UNITED STATES DISTRICT COURT SOUTHERN DISTRICT OF CALIFORNIA
Mar 30, 2021
Case No.: 18-cv-840-GPC-BGS (S.D. Cal. Mar. 30, 2021)

Opinion

Case No.: 18-cv-840-GPC-BGS

03-30-2021

IN RE OUTLAW LABORATORIES, LP LITIGATION


ORDER:

(1) APPROVING THE PROPOSED DISMISSAL OF ACTION BETWEEN THE STORES AND OUTLAW DEFENDANTS, AND PERMITTING THE SETTLING PARTIES TO FILE A NEW JOINT MOTION; AND

(2) DIRECTING THE STORES TO FILE AN AMENDED MOTION FOR CLASS CERTIFICATION

[ECF Nos. 179, 201, 249]

Pending before the Court, related to the putative class action presented by the Counterclaimants and Third-Party Plaintiffs in the case, is a Joint Notice of Settlement. (ECF No. 249.) The Joint Notice was filed by the "Stores" (consisting of Counterclaimant Roma Mikha, Inc., and Third-Party Plaintiffs NMRM, Inc. and Skyline Market, Inc.) and the "Outlaw Defendants" (consisting of Outlaw Laboratory, LP, Michael Wear, and Shawn Lynch)—the parties to be collectively referred to as the "Settling Parties." Having considered the record and the procedural history in this case, the Court concludes that the Settling Parties may provide a new joint motion to dismiss, without needing to provide "class notice" pursuant to Diaz v. Tr. Territory of Pac. Islands, 876 F.2d 1401 (9th Cir. 1989) ("Diaz").

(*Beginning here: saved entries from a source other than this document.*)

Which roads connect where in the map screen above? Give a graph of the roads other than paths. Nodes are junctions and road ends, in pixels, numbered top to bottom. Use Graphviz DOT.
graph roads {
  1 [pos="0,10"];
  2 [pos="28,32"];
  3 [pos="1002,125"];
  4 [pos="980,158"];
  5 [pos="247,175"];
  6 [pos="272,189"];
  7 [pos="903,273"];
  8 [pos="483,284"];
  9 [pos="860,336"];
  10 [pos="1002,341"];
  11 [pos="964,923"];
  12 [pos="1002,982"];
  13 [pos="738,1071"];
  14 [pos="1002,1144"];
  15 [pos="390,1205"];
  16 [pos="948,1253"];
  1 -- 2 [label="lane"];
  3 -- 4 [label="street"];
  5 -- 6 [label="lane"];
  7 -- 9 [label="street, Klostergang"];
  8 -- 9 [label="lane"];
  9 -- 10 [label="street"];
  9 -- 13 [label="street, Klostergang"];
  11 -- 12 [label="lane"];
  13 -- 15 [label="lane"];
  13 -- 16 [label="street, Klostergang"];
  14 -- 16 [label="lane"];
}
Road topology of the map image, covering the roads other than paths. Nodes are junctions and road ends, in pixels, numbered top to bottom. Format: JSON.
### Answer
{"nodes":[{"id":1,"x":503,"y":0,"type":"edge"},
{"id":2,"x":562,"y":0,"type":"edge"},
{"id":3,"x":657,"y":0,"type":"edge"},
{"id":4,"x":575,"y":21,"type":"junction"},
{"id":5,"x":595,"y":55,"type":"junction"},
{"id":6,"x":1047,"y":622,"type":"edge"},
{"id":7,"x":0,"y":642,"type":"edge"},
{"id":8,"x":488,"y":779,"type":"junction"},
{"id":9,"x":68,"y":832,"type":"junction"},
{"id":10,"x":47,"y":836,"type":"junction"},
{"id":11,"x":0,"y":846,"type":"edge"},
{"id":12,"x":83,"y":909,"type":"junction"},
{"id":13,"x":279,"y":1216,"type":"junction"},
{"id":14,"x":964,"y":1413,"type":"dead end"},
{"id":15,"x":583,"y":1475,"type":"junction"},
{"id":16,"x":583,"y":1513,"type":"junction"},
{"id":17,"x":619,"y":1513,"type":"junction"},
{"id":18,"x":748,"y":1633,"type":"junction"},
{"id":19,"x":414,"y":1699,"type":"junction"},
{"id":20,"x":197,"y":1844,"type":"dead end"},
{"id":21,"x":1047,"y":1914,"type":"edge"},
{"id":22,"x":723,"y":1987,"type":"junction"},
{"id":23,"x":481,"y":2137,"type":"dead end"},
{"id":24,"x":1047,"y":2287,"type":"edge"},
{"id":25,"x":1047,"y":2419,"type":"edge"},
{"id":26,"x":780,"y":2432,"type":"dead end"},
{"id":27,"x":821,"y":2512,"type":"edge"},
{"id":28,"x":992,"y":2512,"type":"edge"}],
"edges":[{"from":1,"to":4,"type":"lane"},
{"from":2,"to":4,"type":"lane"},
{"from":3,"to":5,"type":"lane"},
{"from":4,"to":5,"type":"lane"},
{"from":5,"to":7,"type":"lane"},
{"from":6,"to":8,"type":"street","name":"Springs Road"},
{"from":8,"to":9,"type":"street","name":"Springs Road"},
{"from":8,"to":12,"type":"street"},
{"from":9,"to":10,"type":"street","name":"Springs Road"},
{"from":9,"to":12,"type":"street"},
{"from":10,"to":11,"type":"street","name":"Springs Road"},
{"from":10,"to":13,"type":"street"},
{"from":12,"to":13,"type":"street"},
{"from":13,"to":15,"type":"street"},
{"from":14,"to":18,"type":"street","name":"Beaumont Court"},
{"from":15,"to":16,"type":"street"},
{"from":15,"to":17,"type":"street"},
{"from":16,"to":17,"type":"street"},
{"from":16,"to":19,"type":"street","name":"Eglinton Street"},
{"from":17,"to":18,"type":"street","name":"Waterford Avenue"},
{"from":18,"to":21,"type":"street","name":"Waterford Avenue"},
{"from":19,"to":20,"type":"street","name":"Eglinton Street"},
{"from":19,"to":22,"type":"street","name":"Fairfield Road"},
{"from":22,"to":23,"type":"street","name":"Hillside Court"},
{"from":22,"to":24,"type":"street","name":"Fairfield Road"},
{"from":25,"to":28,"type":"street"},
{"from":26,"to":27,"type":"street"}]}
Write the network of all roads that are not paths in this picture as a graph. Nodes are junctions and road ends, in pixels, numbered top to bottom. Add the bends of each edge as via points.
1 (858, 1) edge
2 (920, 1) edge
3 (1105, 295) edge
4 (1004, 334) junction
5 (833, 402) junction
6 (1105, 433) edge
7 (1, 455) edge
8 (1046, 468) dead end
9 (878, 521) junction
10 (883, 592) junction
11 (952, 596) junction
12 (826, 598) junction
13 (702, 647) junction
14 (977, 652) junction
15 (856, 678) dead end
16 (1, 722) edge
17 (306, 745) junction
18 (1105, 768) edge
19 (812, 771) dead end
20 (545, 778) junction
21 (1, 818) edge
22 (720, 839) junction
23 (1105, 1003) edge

The Stores have indicated that they still seek to certify the "Payment Class." (See ECF Nos. 179, 274.) However, the original Motion for Class Certification, the record basis for the request to certify the Payment Class, is largely unworkable given the developments that occurred in this lawsuit such as the Settlement between the Stores and Outlaw Defendants. Therefore, the Court DIRECTS the Stores to file an amended motion for class certification that accounts for the altered circumstances.

Relatedly, the Court denies as moot the Joint Motion for Leave to File Opposition, (ECF No. 201,) which originally requested leave for the Outlaw Defendants to respond to the Stores' Motion for Class Certification.

I. RELEVANT BACKGROUND

A. Procedural History

As part of this lawsuit, the Stores filed a class action counterclaim against Tauler Smith LLP ("Tauler Smith") and the Outlaw Defendants. (See, e.g., ECF No. 114.) The Stores moved for class certification on April 2, 2020 under Federal Rules of Civil Procedure ("Rules") 23(b) and (c), and requested certification of three different classes: the "Threatened Stores," the "Sued Stores," and the "Payment Class." (See ECF No. 179-1 at 13-14.) At the same time, the Stores conditionally withdrew their motion to certify the first two classes on August 17, 2020. (ECF No. 274.) According to the Stores, the Settlement between them and the Outlaw Defendants—combined with an injunction prohibiting the Outlaw Defendants from re-initiating any activity that formed the basis of the Stores' initial claims against them—would moot the need for class certification of these two classes. (Id. at 2.)

References to specific page numbers in a document filed in this case correspond to the page numbers assigned by the Court's Electronic Case Filing ("ECF") system.

The Stores and Outlaw Defendants signed the Settlement on June 24, 2020. (See ECF No. 359-1 at 14.) And on July 7, 2020, the Settling Parties filed a Joint Notice of Settlement and Request for Entry of Stipulated Injunction. (ECF No. 249.)

Tauler Smith objected. (ECF No. 250.) Upon multiple briefings, (see ECF Nos. 252-54, 261,) the Court issued an Order on September 15, 2020. (ECF No. 290.) The Court denied the Settling Parties' request for injunction, and directed the Stores to produce a copy of the Settlement. While the Court found that Tauler Smith lacked standing to object and that Rule 23(e) is "inapplicable" to the Settlement, the Court concluded it still had a sua sponte duty to review the need for class notice pursuant to Diaz, 876 F.2d at 1408-11. The Court directed the parties to provide supplemental briefs after the copy of the Settlement was produced—to which they did, (ECF Nos. 308, 359.)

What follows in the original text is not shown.